Looking at the material below, work out how many of its lines hold the string "Haldenstraße". Give that figure alone.
::::::
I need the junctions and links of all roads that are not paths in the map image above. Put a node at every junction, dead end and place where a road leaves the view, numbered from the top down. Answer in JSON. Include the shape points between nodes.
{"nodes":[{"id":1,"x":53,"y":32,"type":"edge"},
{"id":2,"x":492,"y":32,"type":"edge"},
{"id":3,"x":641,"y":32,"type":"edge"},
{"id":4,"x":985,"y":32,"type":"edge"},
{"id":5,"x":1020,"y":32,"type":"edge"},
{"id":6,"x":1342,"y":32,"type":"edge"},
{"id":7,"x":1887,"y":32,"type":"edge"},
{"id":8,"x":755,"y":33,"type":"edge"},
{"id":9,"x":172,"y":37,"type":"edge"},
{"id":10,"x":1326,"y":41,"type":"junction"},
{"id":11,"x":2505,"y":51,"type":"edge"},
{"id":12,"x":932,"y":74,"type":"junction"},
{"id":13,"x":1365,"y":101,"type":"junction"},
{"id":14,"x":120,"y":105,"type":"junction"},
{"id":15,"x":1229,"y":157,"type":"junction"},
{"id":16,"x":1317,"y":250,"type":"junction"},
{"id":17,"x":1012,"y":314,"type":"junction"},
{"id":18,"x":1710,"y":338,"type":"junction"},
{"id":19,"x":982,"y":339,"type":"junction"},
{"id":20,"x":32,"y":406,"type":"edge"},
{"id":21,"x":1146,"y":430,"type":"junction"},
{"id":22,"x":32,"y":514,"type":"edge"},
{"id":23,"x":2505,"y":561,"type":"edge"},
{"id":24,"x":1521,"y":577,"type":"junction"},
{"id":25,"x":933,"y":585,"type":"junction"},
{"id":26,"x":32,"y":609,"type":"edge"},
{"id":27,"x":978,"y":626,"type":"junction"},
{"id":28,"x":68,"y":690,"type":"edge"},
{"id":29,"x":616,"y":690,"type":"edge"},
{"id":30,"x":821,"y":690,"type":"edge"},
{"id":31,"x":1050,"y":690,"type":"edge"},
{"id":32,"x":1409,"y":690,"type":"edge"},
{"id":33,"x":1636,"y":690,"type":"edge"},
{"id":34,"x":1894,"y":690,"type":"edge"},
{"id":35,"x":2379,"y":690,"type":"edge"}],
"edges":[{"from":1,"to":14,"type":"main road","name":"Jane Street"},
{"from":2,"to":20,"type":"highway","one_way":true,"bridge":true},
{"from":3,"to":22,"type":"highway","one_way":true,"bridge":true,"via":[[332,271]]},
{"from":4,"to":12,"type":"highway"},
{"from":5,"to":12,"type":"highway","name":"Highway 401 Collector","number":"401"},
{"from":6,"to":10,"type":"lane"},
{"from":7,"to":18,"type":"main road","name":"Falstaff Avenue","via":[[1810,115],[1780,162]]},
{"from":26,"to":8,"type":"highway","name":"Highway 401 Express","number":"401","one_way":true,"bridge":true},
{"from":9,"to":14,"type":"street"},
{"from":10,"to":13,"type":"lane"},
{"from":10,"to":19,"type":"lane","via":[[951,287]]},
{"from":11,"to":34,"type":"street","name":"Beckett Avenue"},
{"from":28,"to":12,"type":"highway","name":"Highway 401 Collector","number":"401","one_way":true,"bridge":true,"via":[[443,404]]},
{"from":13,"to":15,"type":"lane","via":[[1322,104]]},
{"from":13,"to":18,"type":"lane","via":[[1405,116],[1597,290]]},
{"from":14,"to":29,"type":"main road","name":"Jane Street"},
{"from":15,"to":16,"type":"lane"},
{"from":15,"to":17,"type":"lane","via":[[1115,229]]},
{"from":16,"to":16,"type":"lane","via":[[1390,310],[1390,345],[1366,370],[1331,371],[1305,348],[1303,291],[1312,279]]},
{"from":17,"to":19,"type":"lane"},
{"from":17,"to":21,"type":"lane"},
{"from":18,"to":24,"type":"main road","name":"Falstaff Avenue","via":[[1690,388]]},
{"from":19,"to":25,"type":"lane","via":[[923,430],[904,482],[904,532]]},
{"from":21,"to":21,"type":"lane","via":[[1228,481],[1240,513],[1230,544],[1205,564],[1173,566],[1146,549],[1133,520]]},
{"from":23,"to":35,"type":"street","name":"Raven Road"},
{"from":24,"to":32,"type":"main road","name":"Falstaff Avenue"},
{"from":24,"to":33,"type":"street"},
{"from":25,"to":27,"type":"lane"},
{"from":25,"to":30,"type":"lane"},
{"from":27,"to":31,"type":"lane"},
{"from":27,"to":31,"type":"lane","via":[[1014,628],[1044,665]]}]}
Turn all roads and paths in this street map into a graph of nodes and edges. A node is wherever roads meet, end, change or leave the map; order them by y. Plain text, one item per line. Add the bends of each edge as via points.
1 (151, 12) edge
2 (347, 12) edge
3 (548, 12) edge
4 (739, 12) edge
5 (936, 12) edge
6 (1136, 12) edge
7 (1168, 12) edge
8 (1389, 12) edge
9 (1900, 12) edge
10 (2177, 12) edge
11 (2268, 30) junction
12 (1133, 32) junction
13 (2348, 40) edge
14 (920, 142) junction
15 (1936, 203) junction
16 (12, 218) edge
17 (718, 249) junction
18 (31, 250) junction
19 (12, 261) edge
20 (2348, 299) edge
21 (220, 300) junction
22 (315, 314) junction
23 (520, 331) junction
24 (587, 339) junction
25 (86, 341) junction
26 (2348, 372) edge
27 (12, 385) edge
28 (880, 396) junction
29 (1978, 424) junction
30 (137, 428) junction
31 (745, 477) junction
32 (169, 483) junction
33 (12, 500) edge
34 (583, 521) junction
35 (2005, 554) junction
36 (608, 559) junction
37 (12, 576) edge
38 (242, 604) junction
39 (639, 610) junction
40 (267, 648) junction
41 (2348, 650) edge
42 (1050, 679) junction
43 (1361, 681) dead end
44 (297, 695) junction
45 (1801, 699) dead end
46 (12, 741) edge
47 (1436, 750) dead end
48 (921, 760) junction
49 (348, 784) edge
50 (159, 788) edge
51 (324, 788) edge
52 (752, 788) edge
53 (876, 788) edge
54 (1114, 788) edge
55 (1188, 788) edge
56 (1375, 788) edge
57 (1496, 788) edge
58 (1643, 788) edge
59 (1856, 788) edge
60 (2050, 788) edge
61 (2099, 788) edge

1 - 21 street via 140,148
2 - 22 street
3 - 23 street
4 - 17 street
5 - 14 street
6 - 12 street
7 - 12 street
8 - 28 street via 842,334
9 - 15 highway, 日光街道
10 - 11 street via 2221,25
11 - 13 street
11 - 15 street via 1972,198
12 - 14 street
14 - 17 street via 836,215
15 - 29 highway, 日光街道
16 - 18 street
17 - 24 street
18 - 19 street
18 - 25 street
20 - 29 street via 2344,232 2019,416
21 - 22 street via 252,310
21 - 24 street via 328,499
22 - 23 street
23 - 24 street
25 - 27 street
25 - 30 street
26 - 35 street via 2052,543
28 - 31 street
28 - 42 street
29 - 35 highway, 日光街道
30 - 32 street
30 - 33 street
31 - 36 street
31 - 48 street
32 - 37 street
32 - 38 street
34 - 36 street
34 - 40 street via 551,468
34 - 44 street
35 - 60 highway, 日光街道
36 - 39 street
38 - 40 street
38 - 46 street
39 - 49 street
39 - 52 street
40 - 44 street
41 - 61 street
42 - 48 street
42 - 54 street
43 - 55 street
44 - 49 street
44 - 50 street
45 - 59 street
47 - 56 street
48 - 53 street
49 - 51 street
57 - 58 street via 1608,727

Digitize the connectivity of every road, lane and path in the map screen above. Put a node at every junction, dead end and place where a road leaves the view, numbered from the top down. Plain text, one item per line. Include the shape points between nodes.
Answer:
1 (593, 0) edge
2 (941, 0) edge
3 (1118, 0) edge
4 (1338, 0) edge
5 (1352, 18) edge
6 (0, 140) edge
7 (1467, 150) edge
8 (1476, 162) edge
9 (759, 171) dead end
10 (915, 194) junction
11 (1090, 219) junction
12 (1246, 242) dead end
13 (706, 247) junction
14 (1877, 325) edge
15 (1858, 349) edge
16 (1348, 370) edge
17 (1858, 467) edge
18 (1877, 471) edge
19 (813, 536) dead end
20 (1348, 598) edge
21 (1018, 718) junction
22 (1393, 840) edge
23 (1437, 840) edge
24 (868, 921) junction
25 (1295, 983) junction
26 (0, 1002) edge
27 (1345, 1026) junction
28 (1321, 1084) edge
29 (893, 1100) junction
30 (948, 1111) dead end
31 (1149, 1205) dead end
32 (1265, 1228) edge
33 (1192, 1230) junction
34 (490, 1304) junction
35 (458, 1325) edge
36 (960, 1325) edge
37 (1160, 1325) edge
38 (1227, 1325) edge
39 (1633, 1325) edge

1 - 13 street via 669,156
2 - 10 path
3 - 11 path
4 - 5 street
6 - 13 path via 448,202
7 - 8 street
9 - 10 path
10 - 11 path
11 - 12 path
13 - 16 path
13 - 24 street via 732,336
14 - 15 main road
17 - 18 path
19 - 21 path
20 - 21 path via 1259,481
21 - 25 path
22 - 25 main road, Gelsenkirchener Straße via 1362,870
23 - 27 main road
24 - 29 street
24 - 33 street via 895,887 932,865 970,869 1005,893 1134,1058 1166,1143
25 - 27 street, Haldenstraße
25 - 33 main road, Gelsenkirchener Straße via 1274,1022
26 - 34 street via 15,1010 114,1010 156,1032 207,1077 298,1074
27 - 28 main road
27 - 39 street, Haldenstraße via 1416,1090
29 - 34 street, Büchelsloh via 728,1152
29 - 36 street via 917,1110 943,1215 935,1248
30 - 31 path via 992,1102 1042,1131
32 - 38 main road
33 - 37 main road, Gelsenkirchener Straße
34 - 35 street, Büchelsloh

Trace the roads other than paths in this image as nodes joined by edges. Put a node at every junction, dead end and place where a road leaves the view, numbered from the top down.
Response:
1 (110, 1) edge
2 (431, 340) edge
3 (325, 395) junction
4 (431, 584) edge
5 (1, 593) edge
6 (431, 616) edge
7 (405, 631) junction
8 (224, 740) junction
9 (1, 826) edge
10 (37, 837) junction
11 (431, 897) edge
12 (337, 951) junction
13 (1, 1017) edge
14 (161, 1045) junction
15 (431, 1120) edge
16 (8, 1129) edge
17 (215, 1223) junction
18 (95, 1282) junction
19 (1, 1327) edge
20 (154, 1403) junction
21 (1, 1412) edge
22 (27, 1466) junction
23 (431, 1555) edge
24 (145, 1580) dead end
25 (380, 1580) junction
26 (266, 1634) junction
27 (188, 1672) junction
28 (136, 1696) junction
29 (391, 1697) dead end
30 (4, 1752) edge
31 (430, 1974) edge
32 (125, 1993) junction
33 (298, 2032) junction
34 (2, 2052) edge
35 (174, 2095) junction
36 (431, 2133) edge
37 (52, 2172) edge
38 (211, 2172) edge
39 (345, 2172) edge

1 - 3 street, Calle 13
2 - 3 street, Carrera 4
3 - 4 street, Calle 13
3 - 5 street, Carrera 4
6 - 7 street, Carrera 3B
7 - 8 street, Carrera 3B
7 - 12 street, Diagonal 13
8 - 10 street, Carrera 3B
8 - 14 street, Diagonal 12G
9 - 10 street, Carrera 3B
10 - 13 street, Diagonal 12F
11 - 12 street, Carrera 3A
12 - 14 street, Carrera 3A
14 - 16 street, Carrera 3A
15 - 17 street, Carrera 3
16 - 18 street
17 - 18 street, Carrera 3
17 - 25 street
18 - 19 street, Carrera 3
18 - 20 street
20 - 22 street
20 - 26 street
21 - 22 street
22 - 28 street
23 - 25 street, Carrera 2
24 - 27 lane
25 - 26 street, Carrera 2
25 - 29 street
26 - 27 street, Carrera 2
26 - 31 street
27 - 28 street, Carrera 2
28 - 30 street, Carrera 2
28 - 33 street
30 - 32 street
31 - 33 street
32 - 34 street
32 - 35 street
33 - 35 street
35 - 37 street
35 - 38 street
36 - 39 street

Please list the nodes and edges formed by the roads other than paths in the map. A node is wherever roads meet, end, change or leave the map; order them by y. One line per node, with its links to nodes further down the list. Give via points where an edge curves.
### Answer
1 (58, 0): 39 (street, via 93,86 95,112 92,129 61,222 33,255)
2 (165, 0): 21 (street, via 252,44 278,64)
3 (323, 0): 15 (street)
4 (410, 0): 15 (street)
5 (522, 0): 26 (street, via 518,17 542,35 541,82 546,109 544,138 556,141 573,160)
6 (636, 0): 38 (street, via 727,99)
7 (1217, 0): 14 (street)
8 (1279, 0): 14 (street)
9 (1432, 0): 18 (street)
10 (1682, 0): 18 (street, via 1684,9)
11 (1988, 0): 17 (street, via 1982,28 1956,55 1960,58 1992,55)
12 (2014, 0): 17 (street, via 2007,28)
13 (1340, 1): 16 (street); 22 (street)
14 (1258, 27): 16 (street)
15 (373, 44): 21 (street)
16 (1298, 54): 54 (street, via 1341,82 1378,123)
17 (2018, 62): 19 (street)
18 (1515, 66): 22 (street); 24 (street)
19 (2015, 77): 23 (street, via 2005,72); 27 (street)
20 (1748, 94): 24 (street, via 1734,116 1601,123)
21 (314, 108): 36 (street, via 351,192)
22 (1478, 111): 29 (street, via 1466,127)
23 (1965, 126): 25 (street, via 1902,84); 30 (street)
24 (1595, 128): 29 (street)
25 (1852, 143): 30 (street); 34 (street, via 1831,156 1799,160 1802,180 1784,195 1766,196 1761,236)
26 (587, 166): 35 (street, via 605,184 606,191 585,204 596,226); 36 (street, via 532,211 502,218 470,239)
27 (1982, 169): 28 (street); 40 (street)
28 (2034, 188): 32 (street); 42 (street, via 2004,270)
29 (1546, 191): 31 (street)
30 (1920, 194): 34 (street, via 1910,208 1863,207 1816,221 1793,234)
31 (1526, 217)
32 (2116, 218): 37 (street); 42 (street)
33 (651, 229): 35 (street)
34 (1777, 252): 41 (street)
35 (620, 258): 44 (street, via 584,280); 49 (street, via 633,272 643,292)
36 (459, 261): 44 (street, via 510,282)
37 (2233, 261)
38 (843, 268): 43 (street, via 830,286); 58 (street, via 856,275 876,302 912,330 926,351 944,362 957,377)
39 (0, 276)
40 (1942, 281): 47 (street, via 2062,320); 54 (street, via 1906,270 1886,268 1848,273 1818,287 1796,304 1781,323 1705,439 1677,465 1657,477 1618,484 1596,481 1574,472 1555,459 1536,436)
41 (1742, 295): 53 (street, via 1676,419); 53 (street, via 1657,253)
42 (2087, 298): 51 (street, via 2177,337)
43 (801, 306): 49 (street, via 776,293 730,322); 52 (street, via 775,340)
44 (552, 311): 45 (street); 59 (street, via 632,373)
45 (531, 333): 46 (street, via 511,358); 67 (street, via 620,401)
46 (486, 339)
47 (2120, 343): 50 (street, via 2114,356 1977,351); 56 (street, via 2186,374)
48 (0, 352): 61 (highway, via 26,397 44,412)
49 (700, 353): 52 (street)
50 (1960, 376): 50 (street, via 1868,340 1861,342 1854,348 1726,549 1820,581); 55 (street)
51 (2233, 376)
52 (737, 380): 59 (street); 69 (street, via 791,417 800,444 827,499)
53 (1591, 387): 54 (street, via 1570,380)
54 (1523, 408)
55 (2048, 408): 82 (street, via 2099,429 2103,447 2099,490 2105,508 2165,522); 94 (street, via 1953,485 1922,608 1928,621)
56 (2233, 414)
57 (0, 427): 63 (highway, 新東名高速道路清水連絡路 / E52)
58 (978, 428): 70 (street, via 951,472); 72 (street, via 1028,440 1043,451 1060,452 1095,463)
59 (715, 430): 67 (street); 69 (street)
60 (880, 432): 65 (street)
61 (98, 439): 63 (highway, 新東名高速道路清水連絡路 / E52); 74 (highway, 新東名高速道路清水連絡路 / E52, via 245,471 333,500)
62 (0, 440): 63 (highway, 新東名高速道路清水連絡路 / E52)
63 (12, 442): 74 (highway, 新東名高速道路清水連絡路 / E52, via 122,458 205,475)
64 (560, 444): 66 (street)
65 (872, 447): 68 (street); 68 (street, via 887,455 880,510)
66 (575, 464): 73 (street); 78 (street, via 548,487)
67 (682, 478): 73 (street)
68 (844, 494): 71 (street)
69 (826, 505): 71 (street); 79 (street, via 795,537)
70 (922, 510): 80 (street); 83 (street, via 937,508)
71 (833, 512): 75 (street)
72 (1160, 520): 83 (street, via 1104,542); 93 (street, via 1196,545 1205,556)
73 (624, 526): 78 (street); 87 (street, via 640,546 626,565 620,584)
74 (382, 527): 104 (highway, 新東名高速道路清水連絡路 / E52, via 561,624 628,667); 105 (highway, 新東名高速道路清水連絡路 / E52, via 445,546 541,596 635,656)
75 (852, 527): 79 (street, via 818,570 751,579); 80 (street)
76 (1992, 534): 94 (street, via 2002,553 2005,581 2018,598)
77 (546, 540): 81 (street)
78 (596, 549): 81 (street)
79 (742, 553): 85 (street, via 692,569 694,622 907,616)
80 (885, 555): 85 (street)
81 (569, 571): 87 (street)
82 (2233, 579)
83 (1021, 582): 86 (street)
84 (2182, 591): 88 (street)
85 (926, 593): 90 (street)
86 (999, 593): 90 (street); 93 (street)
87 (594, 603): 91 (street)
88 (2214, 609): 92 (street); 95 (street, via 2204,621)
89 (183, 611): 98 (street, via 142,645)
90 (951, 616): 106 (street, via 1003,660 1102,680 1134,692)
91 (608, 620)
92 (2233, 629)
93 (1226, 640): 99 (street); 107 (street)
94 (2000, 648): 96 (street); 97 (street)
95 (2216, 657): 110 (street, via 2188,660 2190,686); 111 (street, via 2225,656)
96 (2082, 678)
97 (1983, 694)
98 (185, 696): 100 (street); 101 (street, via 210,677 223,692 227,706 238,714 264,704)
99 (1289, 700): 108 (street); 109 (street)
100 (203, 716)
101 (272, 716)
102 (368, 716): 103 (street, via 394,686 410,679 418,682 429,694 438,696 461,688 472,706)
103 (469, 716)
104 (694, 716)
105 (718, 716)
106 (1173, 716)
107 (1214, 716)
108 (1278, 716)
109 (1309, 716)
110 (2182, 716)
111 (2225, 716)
::::::
- [SOLUTION] 2